» **Required action**: For the entries below, state how many lines include the string "true", and write nothing besides that number.

» **Saved data entries**:
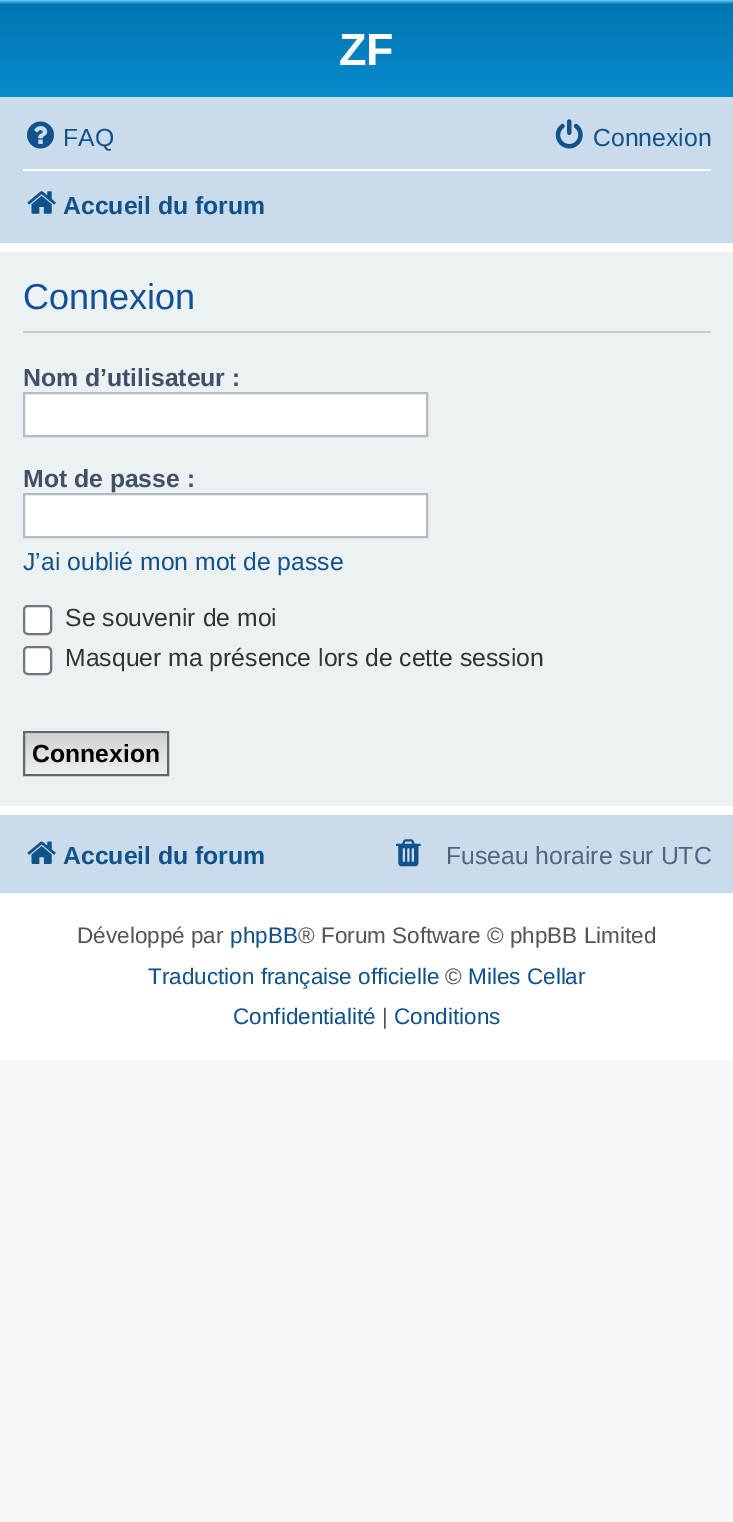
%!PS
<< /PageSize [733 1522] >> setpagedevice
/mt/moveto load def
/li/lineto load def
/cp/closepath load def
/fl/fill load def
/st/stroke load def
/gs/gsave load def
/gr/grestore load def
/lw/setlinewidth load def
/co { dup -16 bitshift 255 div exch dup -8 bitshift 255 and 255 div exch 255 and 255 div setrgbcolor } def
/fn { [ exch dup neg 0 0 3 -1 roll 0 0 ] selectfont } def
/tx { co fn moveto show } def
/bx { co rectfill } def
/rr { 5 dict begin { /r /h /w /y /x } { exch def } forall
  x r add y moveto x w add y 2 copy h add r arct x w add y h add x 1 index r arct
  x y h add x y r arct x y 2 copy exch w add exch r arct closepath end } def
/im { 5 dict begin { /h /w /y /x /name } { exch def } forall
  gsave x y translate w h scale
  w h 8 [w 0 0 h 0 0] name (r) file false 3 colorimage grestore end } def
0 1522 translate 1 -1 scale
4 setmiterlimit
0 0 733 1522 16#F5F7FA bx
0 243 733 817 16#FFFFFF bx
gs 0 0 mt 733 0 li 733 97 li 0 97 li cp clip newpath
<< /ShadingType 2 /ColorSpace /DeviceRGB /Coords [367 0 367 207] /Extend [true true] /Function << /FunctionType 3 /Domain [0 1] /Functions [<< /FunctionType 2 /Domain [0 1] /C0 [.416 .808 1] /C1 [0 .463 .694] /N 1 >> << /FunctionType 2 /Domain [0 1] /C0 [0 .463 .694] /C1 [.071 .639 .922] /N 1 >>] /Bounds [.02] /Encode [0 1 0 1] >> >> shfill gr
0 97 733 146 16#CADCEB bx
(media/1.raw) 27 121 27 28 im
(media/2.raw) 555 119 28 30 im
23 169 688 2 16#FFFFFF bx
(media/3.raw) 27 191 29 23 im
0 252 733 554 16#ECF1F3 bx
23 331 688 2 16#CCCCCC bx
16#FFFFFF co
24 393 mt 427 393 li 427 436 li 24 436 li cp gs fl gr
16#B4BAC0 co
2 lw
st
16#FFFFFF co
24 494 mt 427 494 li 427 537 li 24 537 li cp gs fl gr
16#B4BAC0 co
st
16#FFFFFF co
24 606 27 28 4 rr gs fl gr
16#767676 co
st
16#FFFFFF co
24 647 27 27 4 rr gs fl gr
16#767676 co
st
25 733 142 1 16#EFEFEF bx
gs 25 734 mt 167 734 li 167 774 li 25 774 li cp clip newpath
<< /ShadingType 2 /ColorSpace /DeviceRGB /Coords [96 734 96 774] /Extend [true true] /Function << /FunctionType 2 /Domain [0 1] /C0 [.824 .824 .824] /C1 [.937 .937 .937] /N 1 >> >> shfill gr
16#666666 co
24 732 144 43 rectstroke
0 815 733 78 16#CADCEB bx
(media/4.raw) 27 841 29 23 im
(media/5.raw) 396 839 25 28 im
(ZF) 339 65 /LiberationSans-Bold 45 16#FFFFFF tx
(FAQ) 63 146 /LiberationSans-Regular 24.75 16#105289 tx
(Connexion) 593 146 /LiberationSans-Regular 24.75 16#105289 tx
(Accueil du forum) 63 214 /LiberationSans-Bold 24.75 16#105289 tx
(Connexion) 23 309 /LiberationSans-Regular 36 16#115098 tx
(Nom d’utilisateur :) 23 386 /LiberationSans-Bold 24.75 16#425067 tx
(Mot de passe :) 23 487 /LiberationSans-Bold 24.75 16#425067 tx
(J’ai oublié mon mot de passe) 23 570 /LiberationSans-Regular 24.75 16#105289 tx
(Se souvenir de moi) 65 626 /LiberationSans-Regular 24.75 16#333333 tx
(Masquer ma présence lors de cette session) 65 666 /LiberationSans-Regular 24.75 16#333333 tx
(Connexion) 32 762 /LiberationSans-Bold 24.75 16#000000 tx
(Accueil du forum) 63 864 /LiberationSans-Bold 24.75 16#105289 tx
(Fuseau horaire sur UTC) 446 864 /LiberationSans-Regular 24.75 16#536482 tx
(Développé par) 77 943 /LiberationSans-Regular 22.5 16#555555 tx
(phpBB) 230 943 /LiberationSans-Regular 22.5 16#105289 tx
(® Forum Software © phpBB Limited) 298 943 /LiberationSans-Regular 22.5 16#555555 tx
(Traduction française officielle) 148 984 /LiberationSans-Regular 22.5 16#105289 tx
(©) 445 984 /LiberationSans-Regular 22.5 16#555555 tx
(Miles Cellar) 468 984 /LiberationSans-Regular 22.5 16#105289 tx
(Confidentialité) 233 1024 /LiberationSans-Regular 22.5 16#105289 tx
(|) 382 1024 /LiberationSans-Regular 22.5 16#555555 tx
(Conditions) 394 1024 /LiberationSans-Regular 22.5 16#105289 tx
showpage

» **Task solution**: 2